**Work instructions**
Quote the listing below in full and exactly as written, but omit every picture.

**Exercise data**

Start of Block

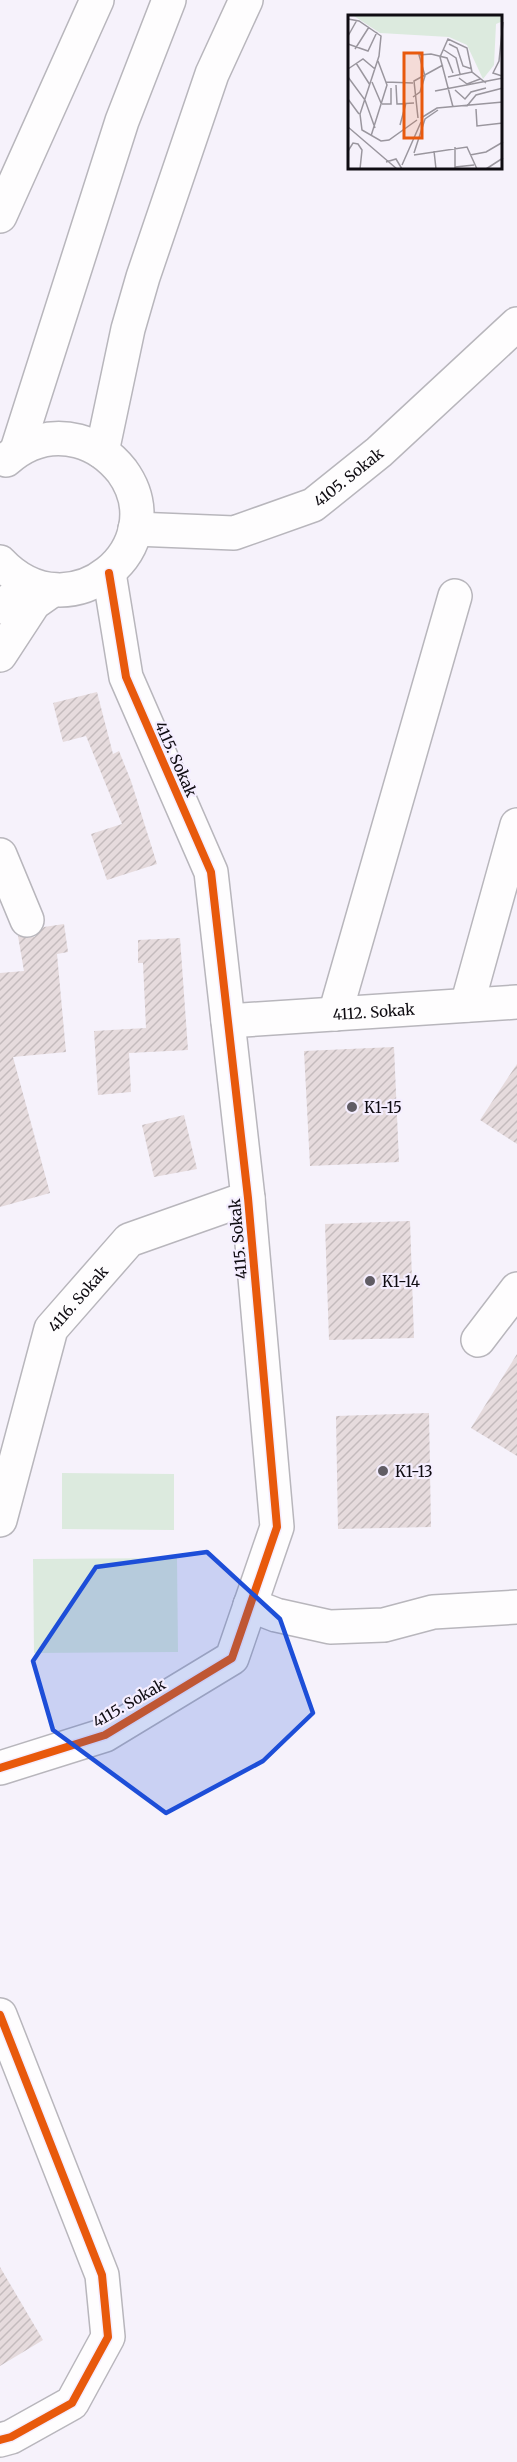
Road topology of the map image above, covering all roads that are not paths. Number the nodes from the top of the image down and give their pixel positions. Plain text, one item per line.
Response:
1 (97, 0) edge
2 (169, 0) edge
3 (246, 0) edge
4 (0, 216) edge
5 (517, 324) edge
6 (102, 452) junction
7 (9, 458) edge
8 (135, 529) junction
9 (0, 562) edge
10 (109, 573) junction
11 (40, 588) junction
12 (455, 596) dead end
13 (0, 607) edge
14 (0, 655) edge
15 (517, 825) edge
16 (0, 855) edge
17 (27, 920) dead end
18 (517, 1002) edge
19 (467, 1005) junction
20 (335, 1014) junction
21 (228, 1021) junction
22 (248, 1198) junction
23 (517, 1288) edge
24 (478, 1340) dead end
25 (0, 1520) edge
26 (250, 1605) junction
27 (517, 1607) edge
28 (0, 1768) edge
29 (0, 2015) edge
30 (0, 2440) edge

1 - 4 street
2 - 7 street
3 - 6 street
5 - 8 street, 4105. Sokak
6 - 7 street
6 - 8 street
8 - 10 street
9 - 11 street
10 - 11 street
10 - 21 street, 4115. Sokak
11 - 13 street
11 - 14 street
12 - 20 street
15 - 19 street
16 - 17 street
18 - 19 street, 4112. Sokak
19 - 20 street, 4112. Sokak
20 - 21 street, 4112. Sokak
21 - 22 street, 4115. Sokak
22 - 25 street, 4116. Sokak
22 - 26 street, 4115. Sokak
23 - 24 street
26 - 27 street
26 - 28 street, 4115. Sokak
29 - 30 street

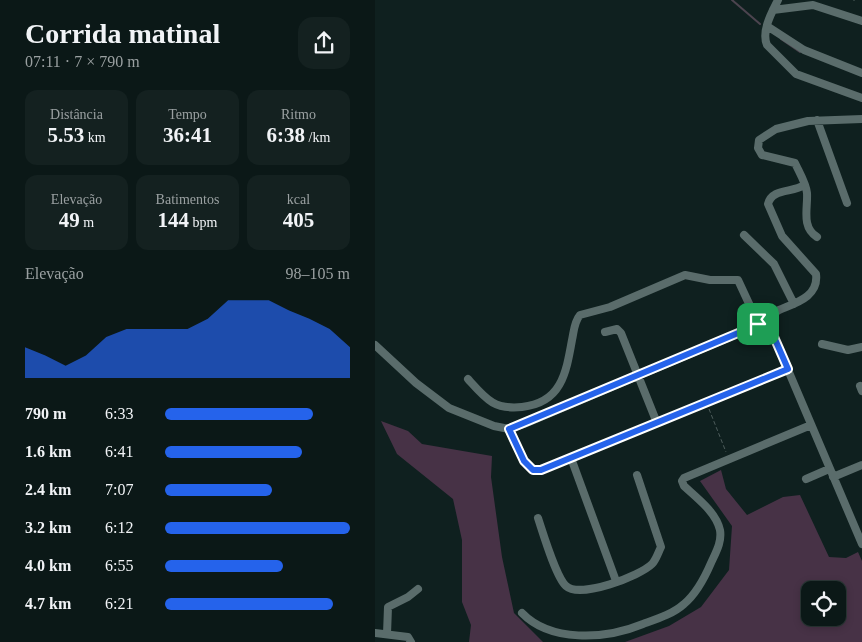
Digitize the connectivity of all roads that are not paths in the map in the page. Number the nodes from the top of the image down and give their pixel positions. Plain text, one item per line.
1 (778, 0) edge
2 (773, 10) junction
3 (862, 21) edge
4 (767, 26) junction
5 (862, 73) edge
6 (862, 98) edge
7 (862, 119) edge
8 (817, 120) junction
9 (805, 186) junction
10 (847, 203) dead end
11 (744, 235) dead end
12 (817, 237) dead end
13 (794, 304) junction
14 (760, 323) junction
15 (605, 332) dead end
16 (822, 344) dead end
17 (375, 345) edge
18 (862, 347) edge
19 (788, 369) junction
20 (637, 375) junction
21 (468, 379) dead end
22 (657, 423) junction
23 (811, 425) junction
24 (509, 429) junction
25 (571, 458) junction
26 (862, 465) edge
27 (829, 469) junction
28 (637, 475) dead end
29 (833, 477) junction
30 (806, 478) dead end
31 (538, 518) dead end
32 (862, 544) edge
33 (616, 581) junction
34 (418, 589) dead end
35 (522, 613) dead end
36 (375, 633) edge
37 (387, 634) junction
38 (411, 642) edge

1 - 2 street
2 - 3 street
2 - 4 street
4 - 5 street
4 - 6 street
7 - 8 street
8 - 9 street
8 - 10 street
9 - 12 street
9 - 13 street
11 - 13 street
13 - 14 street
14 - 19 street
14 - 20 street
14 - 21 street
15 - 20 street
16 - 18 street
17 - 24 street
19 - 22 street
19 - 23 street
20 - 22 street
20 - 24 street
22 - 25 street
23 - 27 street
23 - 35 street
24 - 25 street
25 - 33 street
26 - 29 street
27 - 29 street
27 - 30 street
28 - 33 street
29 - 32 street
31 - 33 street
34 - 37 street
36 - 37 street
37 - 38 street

End of Block

**Exercise solution**
Road topology of the map image above, covering all roads that are not paths. Number the nodes from the top of the image down and give their pixel positions. Plain text, one item per line.
Response:
1 (97, 0) edge
2 (169, 0) edge
3 (246, 0) edge
4 (0, 216) edge
5 (517, 324) edge
6 (102, 452) junction
7 (9, 458) edge
8 (135, 529) junction
9 (0, 562) edge
10 (109, 573) junction
11 (40, 588) junction
12 (455, 596) dead end
13 (0, 607) edge
14 (0, 655) edge
15 (517, 825) edge
16 (0, 855) edge
17 (27, 920) dead end
18 (517, 1002) edge
19 (467, 1005) junction
20 (335, 1014) junction
21 (228, 1021) junction
22 (248, 1198) junction
23 (517, 1288) edge
24 (478, 1340) dead end
25 (0, 1520) edge
26 (250, 1605) junction
27 (517, 1607) edge
28 (0, 1768) edge
29 (0, 2015) edge
30 (0, 2440) edge

1 - 4 street
2 - 7 street
3 - 6 street
5 - 8 street, 4105. Sokak
6 - 7 street
6 - 8 street
8 - 10 street
9 - 11 street
10 - 11 street
10 - 21 street, 4115. Sokak
11 - 13 street
11 - 14 street
12 - 20 street
15 - 19 street
16 - 17 street
18 - 19 street, 4112. Sokak
19 - 20 street, 4112. Sokak
20 - 21 street, 4112. Sokak
21 - 22 street, 4115. Sokak
22 - 25 street, 4116. Sokak
22 - 26 street, 4115. Sokak
23 - 24 street
26 - 27 street
26 - 28 street, 4115. Sokak
29 - 30 street

Digitize the connectivity of all roads that are not paths in the map in the page. Number the nodes from the top of the image down and give their pixel positions. Plain text, one item per line.
1 (778, 0) edge
2 (773, 10) junction
3 (862, 21) edge
4 (767, 26) junction
5 (862, 73) edge
6 (862, 98) edge
7 (862, 119) edge
8 (817, 120) junction
9 (805, 186) junction
10 (847, 203) dead end
11 (744, 235) dead end
12 (817, 237) dead end
13 (794, 304) junction
14 (760, 323) junction
15 (605, 332) dead end
16 (822, 344) dead end
17 (375, 345) edge
18 (862, 347) edge
19 (788, 369) junction
20 (637, 375) junction
21 (468, 379) dead end
22 (657, 423) junction
23 (811, 425) junction
24 (509, 429) junction
25 (571, 458) junction
26 (862, 465) edge
27 (829, 469) junction
28 (637, 475) dead end
29 (833, 477) junction
30 (806, 478) dead end
31 (538, 518) dead end
32 (862, 544) edge
33 (616, 581) junction
34 (418, 589) dead end
35 (522, 613) dead end
36 (375, 633) edge
37 (387, 634) junction
38 (411, 642) edge

1 - 2 street
2 - 3 street
2 - 4 street
4 - 5 street
4 - 6 street
7 - 8 street
8 - 9 street
8 - 10 street
9 - 12 street
9 - 13 street
11 - 13 street
13 - 14 street
14 - 19 street
14 - 20 street
14 - 21 street
15 - 20 street
16 - 18 street
17 - 24 street
19 - 22 street
19 - 23 street
20 - 22 street
20 - 24 street
22 - 25 street
23 - 27 street
23 - 35 street
24 - 25 street
25 - 33 street
26 - 29 street
27 - 29 street
27 - 30 street
28 - 33 street
29 - 32 street
31 - 33 street
34 - 37 street
36 - 37 street
37 - 38 street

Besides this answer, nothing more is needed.